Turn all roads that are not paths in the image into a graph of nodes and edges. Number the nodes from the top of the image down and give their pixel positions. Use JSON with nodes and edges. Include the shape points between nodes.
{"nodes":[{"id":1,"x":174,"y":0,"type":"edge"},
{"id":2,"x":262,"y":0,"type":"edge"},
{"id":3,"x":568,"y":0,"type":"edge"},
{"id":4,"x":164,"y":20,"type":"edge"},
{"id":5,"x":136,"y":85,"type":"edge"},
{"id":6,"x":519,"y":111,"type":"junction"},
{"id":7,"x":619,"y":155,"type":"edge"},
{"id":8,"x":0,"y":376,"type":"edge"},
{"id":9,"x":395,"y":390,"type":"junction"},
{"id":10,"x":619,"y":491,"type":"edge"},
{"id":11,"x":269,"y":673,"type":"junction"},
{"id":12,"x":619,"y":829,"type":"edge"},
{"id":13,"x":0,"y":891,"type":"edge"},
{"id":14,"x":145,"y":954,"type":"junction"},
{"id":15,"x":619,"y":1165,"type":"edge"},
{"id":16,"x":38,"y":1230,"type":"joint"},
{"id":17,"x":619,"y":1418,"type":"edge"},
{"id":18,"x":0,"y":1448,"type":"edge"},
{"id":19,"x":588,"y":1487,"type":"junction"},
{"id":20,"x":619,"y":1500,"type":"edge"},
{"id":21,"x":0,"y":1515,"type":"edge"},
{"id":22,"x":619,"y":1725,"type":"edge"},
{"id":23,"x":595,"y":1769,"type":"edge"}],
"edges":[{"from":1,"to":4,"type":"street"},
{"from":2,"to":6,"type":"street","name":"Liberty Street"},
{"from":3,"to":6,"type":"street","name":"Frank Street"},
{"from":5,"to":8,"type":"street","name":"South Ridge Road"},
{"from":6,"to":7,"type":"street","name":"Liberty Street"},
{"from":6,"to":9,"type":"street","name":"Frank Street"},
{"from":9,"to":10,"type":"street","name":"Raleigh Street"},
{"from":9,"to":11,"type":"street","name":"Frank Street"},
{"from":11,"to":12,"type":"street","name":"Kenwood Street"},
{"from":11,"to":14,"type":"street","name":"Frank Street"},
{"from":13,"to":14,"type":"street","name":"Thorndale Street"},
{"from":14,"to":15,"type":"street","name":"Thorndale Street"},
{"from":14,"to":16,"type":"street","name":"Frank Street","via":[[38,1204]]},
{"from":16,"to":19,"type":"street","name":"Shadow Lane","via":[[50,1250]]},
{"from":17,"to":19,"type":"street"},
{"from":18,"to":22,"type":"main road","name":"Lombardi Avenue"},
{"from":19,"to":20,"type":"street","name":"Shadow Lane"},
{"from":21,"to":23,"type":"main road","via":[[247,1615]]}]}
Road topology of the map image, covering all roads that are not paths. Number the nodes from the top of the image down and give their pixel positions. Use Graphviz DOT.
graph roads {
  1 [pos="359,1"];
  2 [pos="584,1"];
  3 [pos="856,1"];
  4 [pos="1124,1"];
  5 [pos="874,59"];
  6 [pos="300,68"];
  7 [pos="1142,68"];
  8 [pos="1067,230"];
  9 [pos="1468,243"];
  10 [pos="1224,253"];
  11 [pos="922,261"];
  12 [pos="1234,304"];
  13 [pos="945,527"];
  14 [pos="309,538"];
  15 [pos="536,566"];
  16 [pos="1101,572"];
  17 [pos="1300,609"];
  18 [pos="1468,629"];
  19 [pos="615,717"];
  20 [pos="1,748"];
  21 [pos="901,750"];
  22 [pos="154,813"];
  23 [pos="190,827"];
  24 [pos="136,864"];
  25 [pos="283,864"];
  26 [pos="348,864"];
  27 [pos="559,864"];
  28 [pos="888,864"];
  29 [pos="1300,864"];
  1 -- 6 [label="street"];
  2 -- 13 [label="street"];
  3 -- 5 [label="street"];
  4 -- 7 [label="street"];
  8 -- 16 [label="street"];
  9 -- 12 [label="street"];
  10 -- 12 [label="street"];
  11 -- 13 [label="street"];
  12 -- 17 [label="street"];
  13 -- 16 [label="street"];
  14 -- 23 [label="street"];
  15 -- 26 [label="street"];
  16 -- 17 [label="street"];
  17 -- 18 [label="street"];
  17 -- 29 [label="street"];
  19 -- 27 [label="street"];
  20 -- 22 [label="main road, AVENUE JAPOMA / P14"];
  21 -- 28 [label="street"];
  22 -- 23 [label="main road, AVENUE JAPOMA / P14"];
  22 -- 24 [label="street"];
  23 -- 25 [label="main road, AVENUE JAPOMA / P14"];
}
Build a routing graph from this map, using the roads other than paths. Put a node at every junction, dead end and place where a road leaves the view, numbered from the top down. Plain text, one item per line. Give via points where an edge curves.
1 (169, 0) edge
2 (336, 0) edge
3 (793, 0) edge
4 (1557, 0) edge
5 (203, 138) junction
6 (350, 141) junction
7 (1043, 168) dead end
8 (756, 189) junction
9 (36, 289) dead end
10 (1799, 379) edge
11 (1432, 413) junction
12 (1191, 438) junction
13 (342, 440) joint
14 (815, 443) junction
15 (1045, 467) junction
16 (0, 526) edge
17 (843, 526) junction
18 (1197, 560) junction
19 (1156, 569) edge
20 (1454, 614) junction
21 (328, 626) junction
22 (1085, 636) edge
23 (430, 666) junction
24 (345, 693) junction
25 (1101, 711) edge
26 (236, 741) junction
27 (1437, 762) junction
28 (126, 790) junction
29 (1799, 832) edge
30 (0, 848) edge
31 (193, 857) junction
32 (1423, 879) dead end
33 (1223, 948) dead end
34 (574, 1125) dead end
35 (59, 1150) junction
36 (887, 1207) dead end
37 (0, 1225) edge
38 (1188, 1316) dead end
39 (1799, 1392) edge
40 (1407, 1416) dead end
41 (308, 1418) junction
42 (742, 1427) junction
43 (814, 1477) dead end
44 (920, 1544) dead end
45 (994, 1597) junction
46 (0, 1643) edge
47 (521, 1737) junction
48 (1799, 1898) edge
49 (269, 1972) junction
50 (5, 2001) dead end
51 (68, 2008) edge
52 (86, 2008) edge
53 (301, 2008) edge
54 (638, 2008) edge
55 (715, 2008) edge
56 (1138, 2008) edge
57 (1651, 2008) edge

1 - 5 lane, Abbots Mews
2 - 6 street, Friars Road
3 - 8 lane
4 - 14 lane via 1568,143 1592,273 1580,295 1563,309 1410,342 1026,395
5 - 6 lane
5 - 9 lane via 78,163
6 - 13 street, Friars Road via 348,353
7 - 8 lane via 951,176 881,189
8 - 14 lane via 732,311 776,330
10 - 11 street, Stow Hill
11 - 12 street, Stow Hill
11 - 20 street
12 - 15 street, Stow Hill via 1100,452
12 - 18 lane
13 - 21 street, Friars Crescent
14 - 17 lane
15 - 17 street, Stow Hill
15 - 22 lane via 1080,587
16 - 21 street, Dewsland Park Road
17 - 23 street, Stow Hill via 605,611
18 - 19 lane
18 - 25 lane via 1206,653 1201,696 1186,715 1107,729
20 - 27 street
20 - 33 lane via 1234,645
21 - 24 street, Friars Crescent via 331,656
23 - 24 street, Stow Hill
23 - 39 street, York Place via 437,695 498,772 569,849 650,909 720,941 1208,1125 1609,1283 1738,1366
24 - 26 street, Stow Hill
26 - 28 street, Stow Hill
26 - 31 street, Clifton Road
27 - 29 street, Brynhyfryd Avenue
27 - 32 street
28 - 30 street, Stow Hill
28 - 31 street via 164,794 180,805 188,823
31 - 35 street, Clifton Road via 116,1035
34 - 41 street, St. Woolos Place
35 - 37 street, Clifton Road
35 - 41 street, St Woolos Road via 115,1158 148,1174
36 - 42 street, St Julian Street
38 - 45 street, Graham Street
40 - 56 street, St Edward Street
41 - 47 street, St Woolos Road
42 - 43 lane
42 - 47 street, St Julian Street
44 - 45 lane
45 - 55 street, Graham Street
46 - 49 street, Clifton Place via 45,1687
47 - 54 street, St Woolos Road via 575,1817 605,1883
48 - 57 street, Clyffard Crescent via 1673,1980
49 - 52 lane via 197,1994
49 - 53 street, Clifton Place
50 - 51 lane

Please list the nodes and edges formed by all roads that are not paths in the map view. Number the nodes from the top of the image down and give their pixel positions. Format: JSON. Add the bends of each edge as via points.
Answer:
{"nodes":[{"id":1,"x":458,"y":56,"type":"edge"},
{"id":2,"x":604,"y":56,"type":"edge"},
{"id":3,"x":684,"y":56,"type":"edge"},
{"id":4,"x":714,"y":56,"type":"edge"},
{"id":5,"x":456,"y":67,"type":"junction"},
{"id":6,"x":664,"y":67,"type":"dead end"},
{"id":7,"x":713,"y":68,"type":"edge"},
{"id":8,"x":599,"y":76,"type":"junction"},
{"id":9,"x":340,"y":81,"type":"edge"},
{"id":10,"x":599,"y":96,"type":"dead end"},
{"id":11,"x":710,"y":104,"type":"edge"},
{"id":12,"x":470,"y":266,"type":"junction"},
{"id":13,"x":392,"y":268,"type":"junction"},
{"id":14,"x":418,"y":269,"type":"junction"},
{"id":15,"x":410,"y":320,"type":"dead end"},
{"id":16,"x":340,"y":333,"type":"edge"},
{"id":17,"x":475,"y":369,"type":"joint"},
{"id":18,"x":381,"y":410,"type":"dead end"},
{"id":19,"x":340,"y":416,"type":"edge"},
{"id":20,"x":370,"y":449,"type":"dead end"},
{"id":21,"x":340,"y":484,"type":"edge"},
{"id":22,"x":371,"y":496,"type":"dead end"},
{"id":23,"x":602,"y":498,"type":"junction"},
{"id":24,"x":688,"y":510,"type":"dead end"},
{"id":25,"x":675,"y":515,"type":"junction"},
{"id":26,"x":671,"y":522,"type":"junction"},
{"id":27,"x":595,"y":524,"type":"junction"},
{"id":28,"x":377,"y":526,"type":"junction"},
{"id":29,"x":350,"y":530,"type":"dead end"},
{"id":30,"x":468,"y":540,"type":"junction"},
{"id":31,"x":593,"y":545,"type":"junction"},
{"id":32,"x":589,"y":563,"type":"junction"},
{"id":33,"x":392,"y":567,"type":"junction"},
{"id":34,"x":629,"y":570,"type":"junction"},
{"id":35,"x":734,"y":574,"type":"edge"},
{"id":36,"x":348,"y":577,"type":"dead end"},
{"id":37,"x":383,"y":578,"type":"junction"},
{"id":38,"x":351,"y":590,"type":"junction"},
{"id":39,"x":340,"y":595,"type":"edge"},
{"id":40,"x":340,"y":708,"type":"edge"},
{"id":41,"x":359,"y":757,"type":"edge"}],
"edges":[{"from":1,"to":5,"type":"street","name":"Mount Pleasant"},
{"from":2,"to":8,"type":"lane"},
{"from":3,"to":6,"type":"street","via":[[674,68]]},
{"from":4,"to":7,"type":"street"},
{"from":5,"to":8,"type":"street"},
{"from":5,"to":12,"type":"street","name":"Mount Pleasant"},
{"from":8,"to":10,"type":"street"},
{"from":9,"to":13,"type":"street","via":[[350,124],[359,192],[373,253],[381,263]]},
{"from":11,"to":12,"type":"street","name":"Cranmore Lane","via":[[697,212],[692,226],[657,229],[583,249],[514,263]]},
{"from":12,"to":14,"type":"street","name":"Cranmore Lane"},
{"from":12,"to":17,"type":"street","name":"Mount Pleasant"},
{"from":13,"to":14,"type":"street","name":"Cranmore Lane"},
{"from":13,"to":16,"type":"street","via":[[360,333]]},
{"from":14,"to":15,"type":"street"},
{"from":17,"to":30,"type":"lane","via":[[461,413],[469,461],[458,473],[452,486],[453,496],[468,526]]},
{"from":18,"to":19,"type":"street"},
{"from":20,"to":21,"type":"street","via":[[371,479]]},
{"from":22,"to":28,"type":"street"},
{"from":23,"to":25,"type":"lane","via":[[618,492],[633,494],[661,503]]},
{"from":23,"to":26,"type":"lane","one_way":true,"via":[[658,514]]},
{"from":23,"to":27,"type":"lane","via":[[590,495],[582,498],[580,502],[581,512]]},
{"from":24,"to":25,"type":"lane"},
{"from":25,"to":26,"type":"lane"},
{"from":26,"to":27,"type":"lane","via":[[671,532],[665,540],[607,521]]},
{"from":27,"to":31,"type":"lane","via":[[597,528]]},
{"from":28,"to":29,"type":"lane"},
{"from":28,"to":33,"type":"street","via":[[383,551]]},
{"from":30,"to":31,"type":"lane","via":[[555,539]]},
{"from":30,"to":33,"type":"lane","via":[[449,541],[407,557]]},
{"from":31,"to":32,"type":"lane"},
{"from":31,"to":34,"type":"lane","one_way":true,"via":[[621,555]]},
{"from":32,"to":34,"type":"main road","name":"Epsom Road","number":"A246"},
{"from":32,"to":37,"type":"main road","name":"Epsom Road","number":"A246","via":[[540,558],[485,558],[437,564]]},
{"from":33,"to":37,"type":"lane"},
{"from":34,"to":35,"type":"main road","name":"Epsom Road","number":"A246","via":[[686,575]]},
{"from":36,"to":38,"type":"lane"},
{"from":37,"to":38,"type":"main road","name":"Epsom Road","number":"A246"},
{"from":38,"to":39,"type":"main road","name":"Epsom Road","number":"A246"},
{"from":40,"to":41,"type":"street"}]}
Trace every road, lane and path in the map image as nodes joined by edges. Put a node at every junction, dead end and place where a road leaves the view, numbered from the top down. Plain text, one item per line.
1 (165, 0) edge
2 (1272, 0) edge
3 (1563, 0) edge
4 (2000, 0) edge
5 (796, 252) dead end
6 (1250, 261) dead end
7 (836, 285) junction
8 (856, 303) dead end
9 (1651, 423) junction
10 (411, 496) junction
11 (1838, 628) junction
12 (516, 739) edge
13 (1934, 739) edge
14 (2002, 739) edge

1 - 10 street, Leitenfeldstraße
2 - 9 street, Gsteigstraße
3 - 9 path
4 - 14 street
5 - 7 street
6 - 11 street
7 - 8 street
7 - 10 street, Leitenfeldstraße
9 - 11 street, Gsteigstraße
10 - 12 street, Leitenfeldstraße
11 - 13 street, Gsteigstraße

Task to carry out
Each line holding the word "Epsom" must be pulled from the records.

Task answer
{"from":32,"to":34,"type":"main road","name":"Epsom Road","number":"A246"},
{"from":32,"to":37,"type":"main road","name":"Epsom Road","number":"A246","via":[[540,558],[485,558],[437,564]]},
{"from":34,"to":35,"type":"main road","name":"Epsom Road","number":"A246","via":[[686,575]]},
{"from":37,"to":38,"type":"main road","name":"Epsom Road","number":"A246"},
{"from":38,"to":39,"type":"main road","name":"Epsom Road","number":"A246"},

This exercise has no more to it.